Fig. 6.

Cordycepin prevents senescence and SASP, which are NRF2-dependent. a NRF2 and p-NRF2 expression levels in whole cell lysates from cordycepin-treated fibroblasts for the indicated times. This test was repeated three times. Representative images were shown. b NRF2 expression levels in nuclei from cordycepin-treated fibroblasts for the indicated times. c Representative immunofluorescence pictures of NRF2 in control and cordycepin-treated (3 days) fibroblasts. This test was repeated three times. Representative images were shown. d Representative immunofluorescence pictures of NRF2 of the tongues from normal mice and irradiated mice (control, prevention, treatment) 10 days after radiation. e p-NRF2 expression levels in nuclei from cordycepin-treated fibroblasts for the indicated times. f Quantification of mRNA expression for GSTA1, NQO1 and Srx from cordycepin-treated fibroblasts for the indicated times. g GCLC, GCLM, HMOX1 and NQO1 expression levels in whole cell lysates from cordycepin-treated fibroblasts for the indicated times. h Western blot analysis of p16 and p21 levels in irradiated control or cordycepin-treated (3 days) fibroblasts following knockdown of NRF2 7 days after radiation. i Quantification of mRNA expression for senescence secretory phenotype in fibroblasts following knockdown of NRF2 7 days after radiation. j Staining for SA-β-gal 7 days after radiation in fibroblasts following knockdown of NRF2. This test was repeated three times.

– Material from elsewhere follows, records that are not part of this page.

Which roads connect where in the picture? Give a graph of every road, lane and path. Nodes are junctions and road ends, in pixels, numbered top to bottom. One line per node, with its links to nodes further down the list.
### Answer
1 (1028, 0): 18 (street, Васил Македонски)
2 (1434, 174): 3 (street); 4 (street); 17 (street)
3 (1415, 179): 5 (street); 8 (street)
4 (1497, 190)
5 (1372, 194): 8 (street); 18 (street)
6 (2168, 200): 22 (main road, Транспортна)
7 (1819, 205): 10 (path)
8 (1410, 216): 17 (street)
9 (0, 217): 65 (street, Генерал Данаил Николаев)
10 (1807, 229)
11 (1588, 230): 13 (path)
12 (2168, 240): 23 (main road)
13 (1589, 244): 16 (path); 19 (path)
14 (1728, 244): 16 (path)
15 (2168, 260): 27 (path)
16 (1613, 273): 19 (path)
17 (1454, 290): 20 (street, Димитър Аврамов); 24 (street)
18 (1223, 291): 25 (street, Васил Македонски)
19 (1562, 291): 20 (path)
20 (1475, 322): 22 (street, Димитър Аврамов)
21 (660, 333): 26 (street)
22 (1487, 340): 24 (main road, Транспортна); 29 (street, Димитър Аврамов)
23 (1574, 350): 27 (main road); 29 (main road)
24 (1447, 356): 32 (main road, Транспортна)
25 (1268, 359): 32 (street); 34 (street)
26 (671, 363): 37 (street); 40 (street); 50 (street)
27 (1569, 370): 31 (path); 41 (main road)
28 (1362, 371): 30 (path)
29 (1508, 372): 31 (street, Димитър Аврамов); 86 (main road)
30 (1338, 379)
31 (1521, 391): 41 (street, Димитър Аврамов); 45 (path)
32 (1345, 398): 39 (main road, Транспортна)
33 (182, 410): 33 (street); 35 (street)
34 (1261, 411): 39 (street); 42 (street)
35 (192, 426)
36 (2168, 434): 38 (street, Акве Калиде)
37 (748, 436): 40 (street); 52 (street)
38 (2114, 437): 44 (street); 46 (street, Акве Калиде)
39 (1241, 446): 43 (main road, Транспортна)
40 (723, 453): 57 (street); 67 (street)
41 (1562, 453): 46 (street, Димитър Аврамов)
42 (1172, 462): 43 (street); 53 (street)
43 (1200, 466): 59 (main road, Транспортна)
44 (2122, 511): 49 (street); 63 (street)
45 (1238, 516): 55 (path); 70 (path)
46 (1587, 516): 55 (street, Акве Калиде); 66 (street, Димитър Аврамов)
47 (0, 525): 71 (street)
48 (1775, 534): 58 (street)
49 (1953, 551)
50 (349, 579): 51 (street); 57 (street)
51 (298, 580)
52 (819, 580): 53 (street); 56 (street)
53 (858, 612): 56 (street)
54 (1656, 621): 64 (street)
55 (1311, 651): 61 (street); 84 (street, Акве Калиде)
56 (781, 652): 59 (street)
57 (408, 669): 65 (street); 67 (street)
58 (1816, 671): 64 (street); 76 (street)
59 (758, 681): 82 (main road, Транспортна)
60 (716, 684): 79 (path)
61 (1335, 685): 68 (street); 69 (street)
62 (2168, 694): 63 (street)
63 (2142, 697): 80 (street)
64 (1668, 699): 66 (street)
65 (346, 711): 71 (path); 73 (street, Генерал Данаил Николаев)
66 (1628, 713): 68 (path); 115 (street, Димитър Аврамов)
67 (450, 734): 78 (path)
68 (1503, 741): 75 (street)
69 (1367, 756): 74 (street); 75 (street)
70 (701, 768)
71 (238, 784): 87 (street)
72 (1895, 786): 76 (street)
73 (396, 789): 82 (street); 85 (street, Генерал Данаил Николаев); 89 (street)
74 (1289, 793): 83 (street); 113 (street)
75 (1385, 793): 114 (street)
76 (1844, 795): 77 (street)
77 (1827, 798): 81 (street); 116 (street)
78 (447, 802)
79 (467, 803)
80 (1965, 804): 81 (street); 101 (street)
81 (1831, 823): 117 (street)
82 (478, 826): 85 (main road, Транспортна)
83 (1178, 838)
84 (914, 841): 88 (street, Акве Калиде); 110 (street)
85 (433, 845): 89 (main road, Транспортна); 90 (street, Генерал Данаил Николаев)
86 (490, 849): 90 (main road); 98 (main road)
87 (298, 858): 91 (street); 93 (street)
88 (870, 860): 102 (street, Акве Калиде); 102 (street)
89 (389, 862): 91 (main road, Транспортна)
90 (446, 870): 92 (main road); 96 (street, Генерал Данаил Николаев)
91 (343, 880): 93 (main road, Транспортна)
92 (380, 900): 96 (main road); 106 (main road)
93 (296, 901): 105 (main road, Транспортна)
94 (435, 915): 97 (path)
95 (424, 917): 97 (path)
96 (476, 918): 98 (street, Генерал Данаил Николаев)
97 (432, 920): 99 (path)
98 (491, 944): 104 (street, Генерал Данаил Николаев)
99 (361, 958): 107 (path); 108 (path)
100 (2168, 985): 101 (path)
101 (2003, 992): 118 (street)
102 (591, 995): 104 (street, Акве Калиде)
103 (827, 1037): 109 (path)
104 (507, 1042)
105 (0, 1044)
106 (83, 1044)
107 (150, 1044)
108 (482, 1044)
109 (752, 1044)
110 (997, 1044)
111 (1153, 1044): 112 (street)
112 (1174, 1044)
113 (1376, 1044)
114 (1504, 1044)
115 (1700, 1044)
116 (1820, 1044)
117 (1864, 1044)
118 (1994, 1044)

Representative images were shown. k Representative images of fibroblasts colonies generated in survival assays following knockdown of NRF2. l Analysis of reactive oxygen species (ROS) levels 24 h after radiation in fibroblasts following knockdown of NRF2. Bars represent 50 μm (c), 100 μm (d), 250 μm (j). Data in f, i, and l represent the means ± S.D. (n = 3, *P < 0.05, **P < 0.01; student’s t-test)